Но вот наступил август 1944 года. В августе были освобождены от фашистов Париж и Марсель.
В день освобождения Марселина и Рамо даже не пытались угомонить своих питомцев, хотя был час сна и в спальнях давно полагалось гасить свет. Да и сами они — и Мать и Тореадор — были возбуждены не меньше своих питомцев! Париж и Марсель свободны! Это значит — вся Франция скоро будет совсем освобождена от нацистов! А тогда конец войне, конец крови, конец голоду!
Из спальни ребят беспрерывно доносилось: «Вот когда кончится война…», «В последний день войны я…», «После войны мы…» и т. д. Марселина тогда поймала себя на том, что и она начинает каждую новую мысль фразой: «Когда кончится война…» По тут же мысль словно упиралась в холодную могильную стену: Александра уже нет, никогда не будет… Что может сулить ей, Марселине, конец войны?

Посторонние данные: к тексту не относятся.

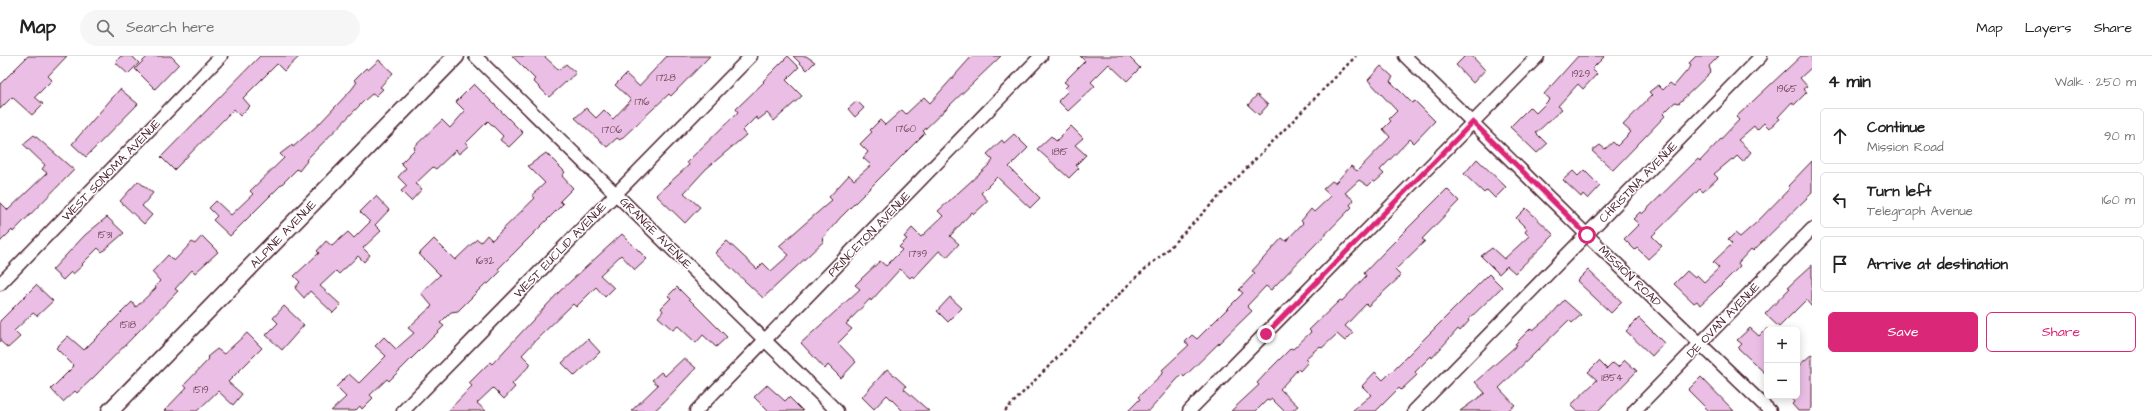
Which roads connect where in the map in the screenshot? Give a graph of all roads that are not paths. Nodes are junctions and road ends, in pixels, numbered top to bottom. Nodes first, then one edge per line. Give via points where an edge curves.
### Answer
1 (221, 56) edge
2 (456, 56) edge
3 (475, 56) edge
4 (751, 56) edge
5 (1041, 56) edge
6 (1406, 56) edge
7 (1538, 56) edge
8 (1761, 56) edge
9 (1473, 122) junction
10 (615, 193) junction
11 (1812, 229) edge
12 (1587, 235) junction
13 (0, 284) edge
14 (765, 340) junction
15 (1700, 343) junction
16 (110, 411) edge
17 (403, 411) edge
18 (696, 411) edge
19 (837, 411) edge
20 (1188, 411) edge
21 (1414, 411) edge
22 (1634, 411) edge
23 (1770, 411) edge

1 - 13 street, WEST SONOMA AVENUE
2 - 16 street, ALPINE AVENUE
3 - 10 street, GRANGE AVENUE
4 - 10 street, WEST EUCLID AVENUE
5 - 14 street, PRINCETON AVENUE
6 - 9 street, MISSION ROAD
7 - 9 street
8 - 12 street, CHRISTINA AVENUE
9 - 12 street, MISSION ROAD
9 - 20 street
10 - 14 street, GRANGE AVENUE
10 - 17 street, WEST EUCLID AVENUE
11 - 15 street, DE OVAN AVENUE
12 - 15 street, MISSION ROAD
12 - 21 street, CHRISTINA AVENUE
14 - 18 street, PRINCETON AVENUE
14 - 19 street, GRANGE AVENUE
15 - 22 street, DE OVAN AVENUE
15 - 23 street, MISSION ROAD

Усилием воли она заставила себя не думать об этом: миллионы людей во всем мире будут счастливы, война кончилась, как же смеет Марселина заботиться о своей собственной, никому не интересной участи?! Она будет жить счастьем других — вот ее назначение.
Растворяли окна и двери, люди выскакивали на улицу, обнимали незнакомых и знакомых. Э, что там карточки и очереди за продуктами! Наплевать на это. Главное — кончилась война, люди стали свободными. И Марселина бегала, как девочка, и целовала своих грачей. Конец войне! Можно отбросить ненавистное имя Ришар, назваться дорогим именем Берто! Можно открыть, что Рамо не муж, а только друг, пришедший в трудную минуту на помощь.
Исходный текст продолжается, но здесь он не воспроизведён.